9- The use according to any one of claims 5 to 7, wherein units (RN) are composed of units (RN-I).

10- The use according to any one of the preceding claims, wherein polymer (N-ZW) is a statistical copolymer.

11- The use according to any one of the preceding claims, wherein the composition (C) further comprises at least one liquid medium [medium (L)] comprising at least one organic solvent [composition (C^L)].

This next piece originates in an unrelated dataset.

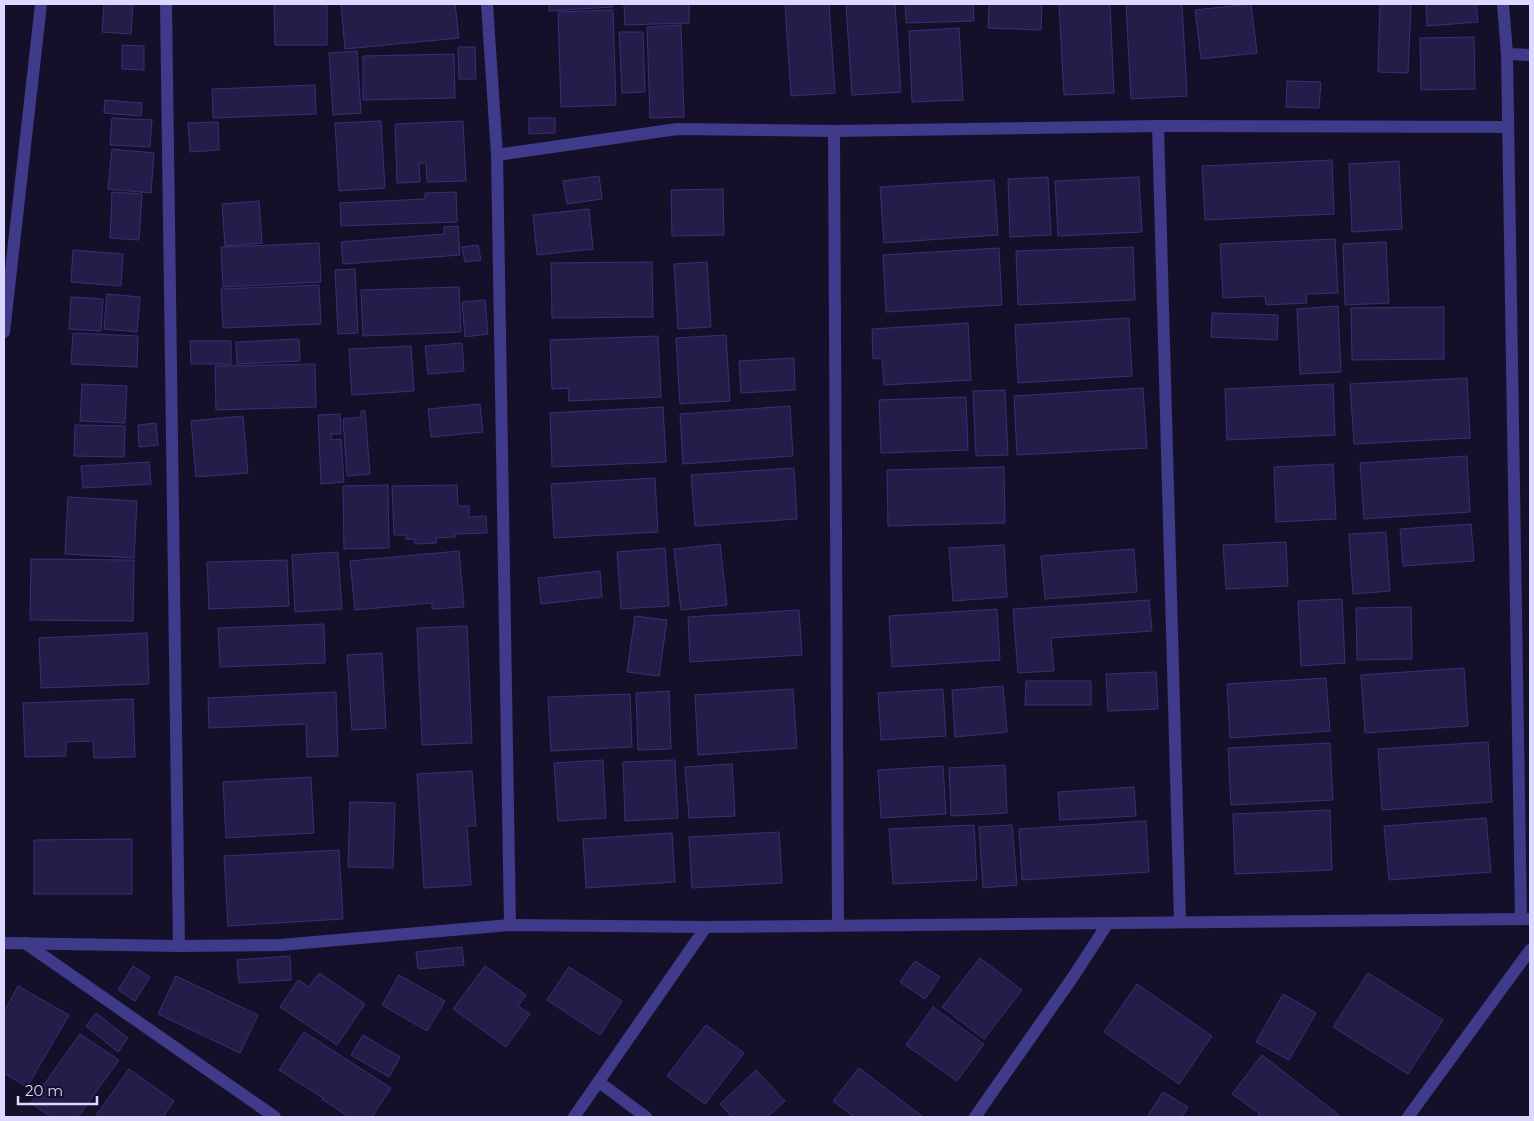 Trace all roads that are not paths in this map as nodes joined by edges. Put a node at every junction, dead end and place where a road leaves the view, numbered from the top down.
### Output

12- The use according to claim 11, wherein composition (C^L) comprises an overall amount of polymer (N-ZW) and polymer (VDF) of at least 1 wt.%, more preferably of at least 3 wt.%, even more preferably of at least 5 wt.%, based on the total weight of medium (L), polymer (N-ZW) and polymer (VDF), and/or composition (C^L) preferably comprises an overall amount of polymer (N- ZW) and polymer (VDF) of at most 60 wt.%, more preferably of at most 50 wt.%, even more preferably at most 30 wt.%, based on the total weight of medium (L), polymer (N-ZW) and polymer (VDF) and/or composition (C^L). 13- A method for decreasing transmembrane pressure (TMP) at constant flux of a porous membrane comprising at least one vinylidene fluoride (VDF) polymer [polymer (VDF)], in which said porous membrane further comprises at least one copolymer [copolymer (N-ZW)] comprising: (a) recurring units [units (Rzw)] derived from at least one zwitterionic monomer [monomer (A)], and

(b) recurring units [units (RN)] derived from at least one additional monomer [monomer (B)] different from monomer (A), wherein units (Rzw) represent 0.1 to 7 mol %, preferably 0.1 to 5 mol % based on the molar composition of the copolymer (N-ZW), and wherein the molecular weight of the copolymer (N-ZW) measured by gel permeation chromatography ranges from 25000 g/mol to 350000 g/mol, and wherein the weight ratio copolymer (N-ZW) /polymer (VDF) is at least 0.1/99.9 and/or is less than 25/75.